The flowline may be a flowline system comprising a first flowline and a second flowline, wherein the flowline fluidly connected with latching mechanism may be the first flowline, and wherein the flowline fluidly connected with the inflatable packer may be the second flowline.

The present disclosure also introduces a method comprising coupling an inflatable packer assembly to a tool string, wherein the inflatable packer assembly comprises: a mandrel comprising a flowline extending within the mandrel; an upper packer ring selectively axially movable with respect to the mandrel; a lower packer ring fixedly connected with the mandrel; a latching mechanism fluidly connected with the flowline; and an inflatable packer disposed around the mandrel and sealingly connected with the upper and lower packer rings, wherein the inflatable packer is fluidly connected with the flowline. The method may also comprise conveying the tool string in a downhole direction within a wellbore, and pumping a fluid into the flowline to: expand the inflatable packer away from the mandrel and against a sidewall of the wellbore; and operate the latching mechanism to permit the axial movement of the upper packer ring with respect to the mandrel.
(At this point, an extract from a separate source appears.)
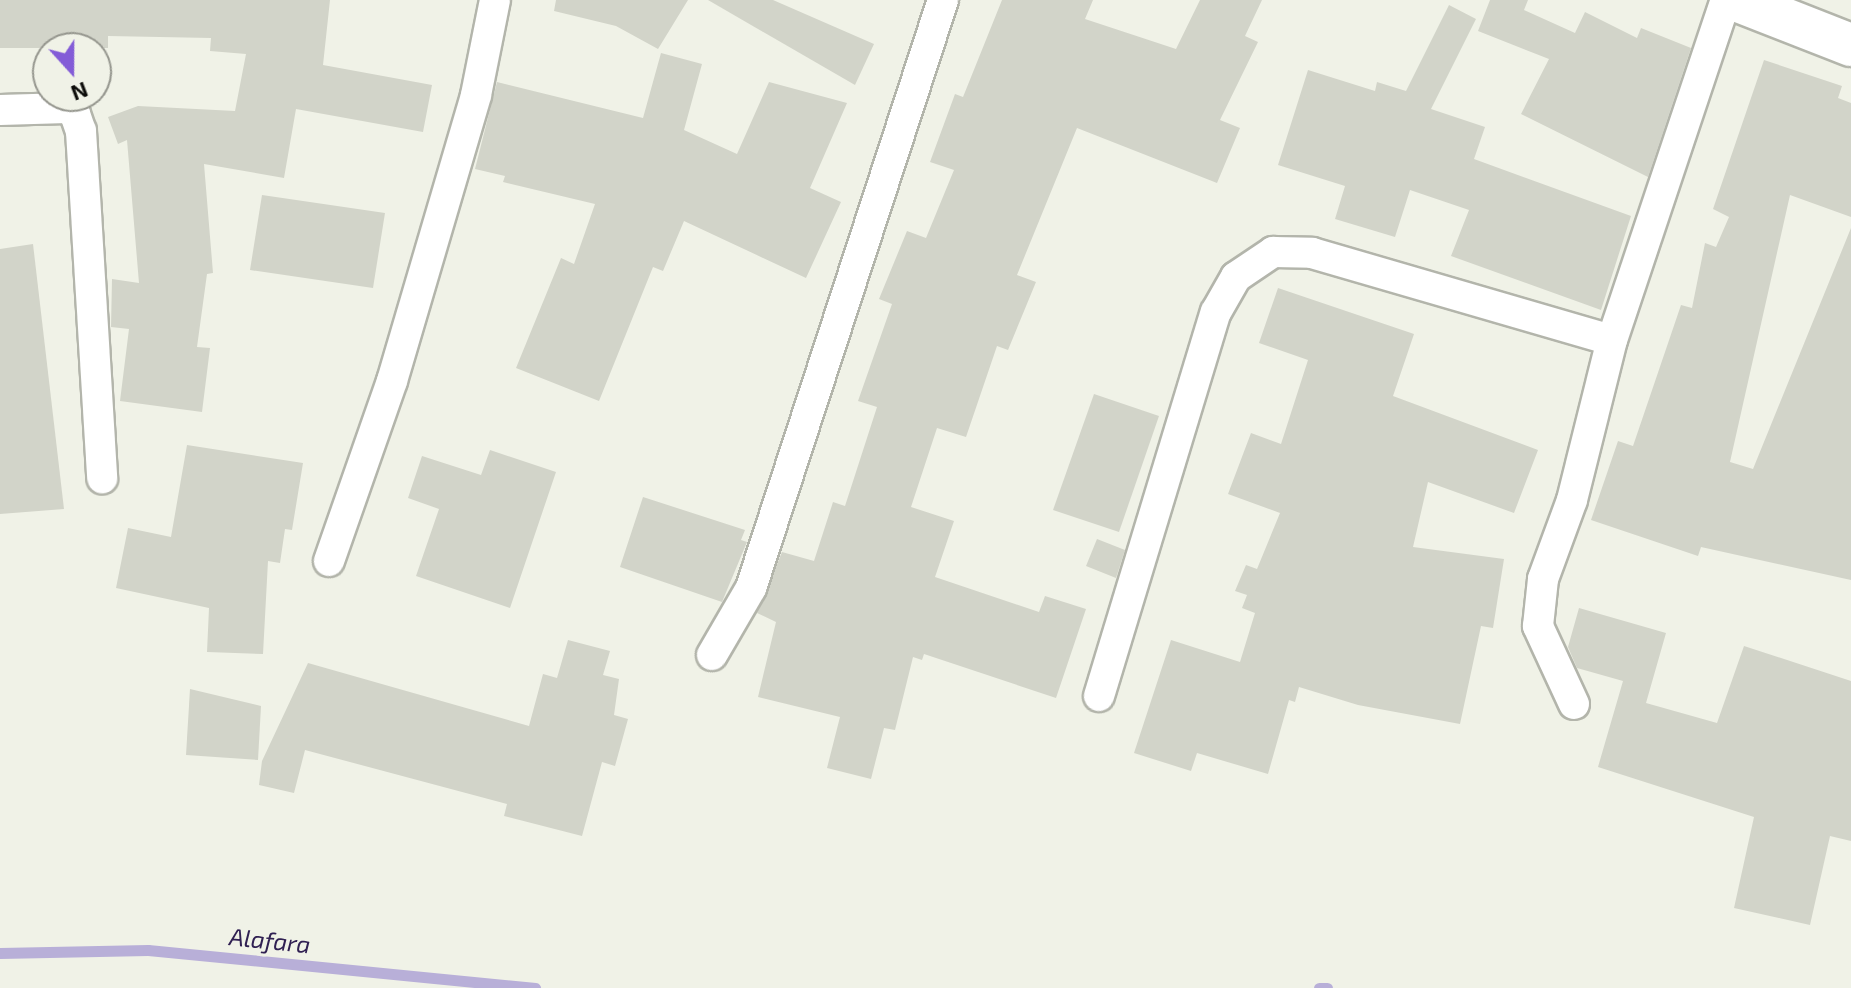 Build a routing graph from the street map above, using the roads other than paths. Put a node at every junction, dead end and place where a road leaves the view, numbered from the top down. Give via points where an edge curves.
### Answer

The method may also comprise conveying the tool string in an uphole direction within the wellbore while the latching mechanism is limiting the axial movement of the upper packer ring with respect to the mandrel.
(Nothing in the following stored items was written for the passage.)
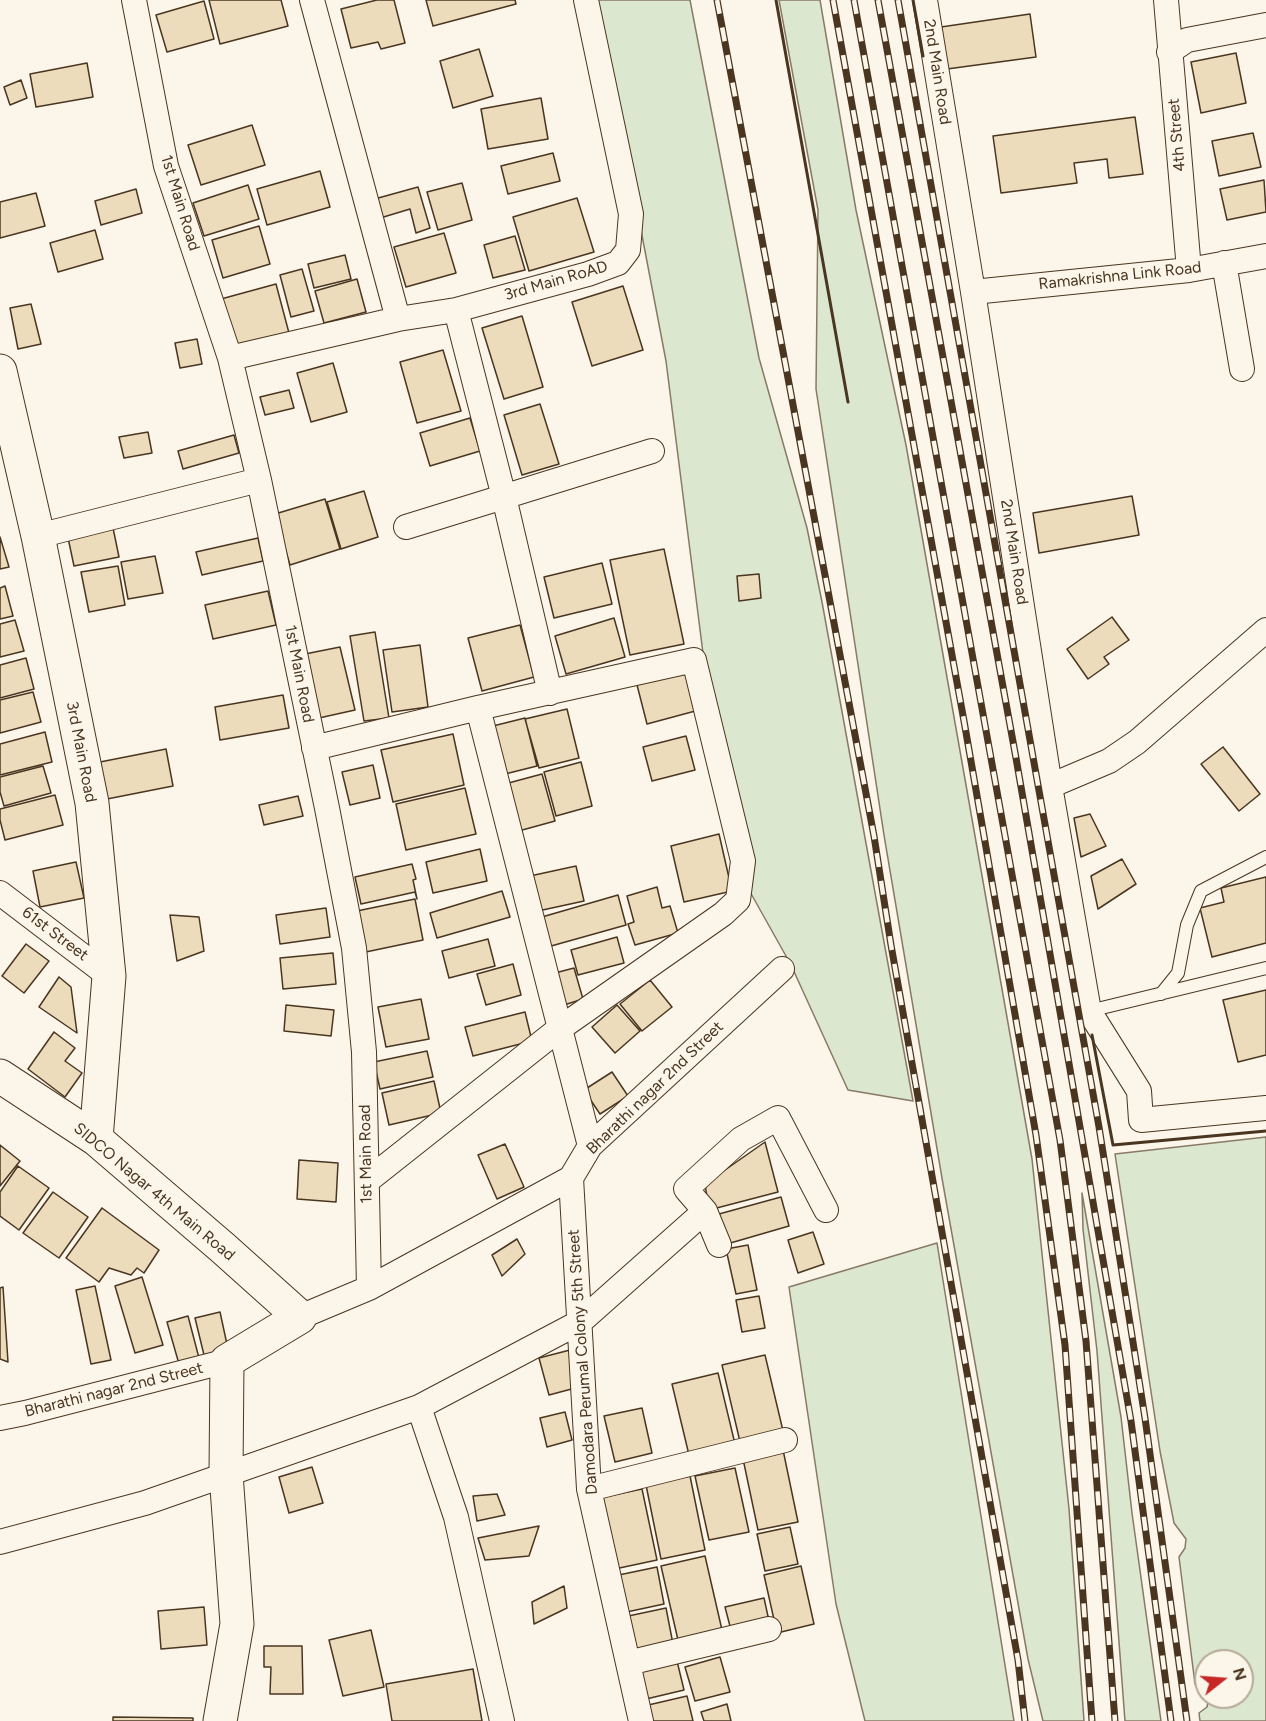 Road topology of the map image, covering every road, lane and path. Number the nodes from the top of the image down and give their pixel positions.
1 (134, 0) edge
2 (312, 0) edge
3 (586, 0) edge
4 (925, 0) edge
5 (1166, 0) edge
6 (1266, 25) edge
7 (1169, 52) junction
8 (1266, 256) edge
9 (1224, 263) junction
10 (1189, 270) junction
11 (974, 292) junction
12 (456, 310) junction
13 (398, 319) junction
14 (230, 358) junction
15 (1242, 369) dead end
16 (0, 371) edge
17 (652, 451) dead end
18 (259, 480) junction
19 (504, 497) junction
20 (406, 527) dead end
21 (38, 536) junction
22 (1266, 630) edge
23 (550, 693) junction
24 (478, 708) junction
25 (314, 748) junction
26 (1050, 786) junction
27 (1266, 857) edge
28 (0, 893) edge
29 (1266, 968) edge
30 (782, 969) dead end
31 (109, 976) junction
32 (1161, 994) junction
33 (1089, 1011) junction
34 (559, 1029) junction
35 (0, 1076) edge
36 (1266, 1108) edge
37 (96, 1139) junction
38 (590, 1146) junction
39 (571, 1178) junction
40 (366, 1180) junction
41 (826, 1210) dead end
42 (705, 1211) junction
43 (719, 1245) dead end
44 (369, 1288) junction
45 (300, 1317) junction
46 (580, 1322) junction
47 (227, 1361) junction
48 (419, 1407) junction
49 (0, 1418) edge
50 (785, 1440) dead end
51 (226, 1474) junction
52 (589, 1489) junction
53 (0, 1542) edge
54 (769, 1629) dead end
55 (628, 1663) junction
56 (220, 1721) edge
57 (502, 1721) edge
58 (641, 1721) edge

1 - 14 street, 1st Main Road
2 - 13 street
3 - 12 street, 3rd Main RoAD
4 - 11 street, 2nd Main Road
5 - 7 street, 4th Street
6 - 7 street
7 - 10 street, 4th Street
8 - 9 street, Ramakrishna Link Road
9 - 10 street, Ramakrishna Link Road
9 - 15 street
10 - 11 street, Ramakrishna Link Road
11 - 26 street, 2nd Main Road
12 - 13 street, 3rd Main RoAD
12 - 19 street
13 - 14 street, 3rd Main RoAD
14 - 18 street, 1st Main Road
16 - 21 street, 3rd Main Road
17 - 19 street
18 - 21 street
18 - 25 street, 1st Main Road
19 - 20 street
19 - 23 street
21 - 31 street, 3rd Main Road
22 - 26 street
23 - 24 street
23 - 34 street
24 - 25 street
24 - 34 street
25 - 40 street, 1st Main Road
26 - 33 street, 2nd Main Road
27 - 32 lane
28 - 31 street, 61st Street
29 - 32 lane
30 - 38 street, Bharathi nagar 2nd Street
31 - 37 street, 3rd Main Road
32 - 33 lane
33 - 36 street, 2nd Main Road
34 - 38 street
34 - 40 street
35 - 37 street, SIDCO Nagar 4th Main Road
37 - 45 street, SIDCO Nagar 4th Main Road
38 - 39 street, Bharathi nagar 2nd Street
39 - 44 street
39 - 46 street, Damodara Perumal Colony 5th Street
40 - 44 street, 1st Main Road
41 - 42 street
42 - 43 street
42 - 46 street
44 - 45 street
45 - 47 street
46 - 48 street
46 - 52 street, Damodara Perumal Colony 5th Street
47 - 49 street, Bharathi nagar 2nd Street
47 - 51 street
48 - 51 street
48 - 57 street
50 - 52 street
51 - 53 street
51 - 56 street
52 - 55 street, Damodara Perumal Colony 5th Street
54 - 55 street
55 - 58 street, Damodara Perumal Colony 5th Street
The mandrel may further comprise: an upper port fluidly connecting the flowline with the latching mechanism; and a lower port fluidly connecting the flowline with the inflatable packer, wherein pumping the fluid into the flowline may transfer the fluid to the latching mechanism via the upper port and into the inflatable packer via the lower port.

Limiting the axial movement of the upper packer ring with respect to the mandrel may comprise connecting the upper packer ring with the mandrel via the latching mechanism, and pumping the fluid into the flowline may cause the latching mechanism to disconnect the upper packer ring from the mandrel to permit the axial movement of the upper packer ring with respect to the mandrel.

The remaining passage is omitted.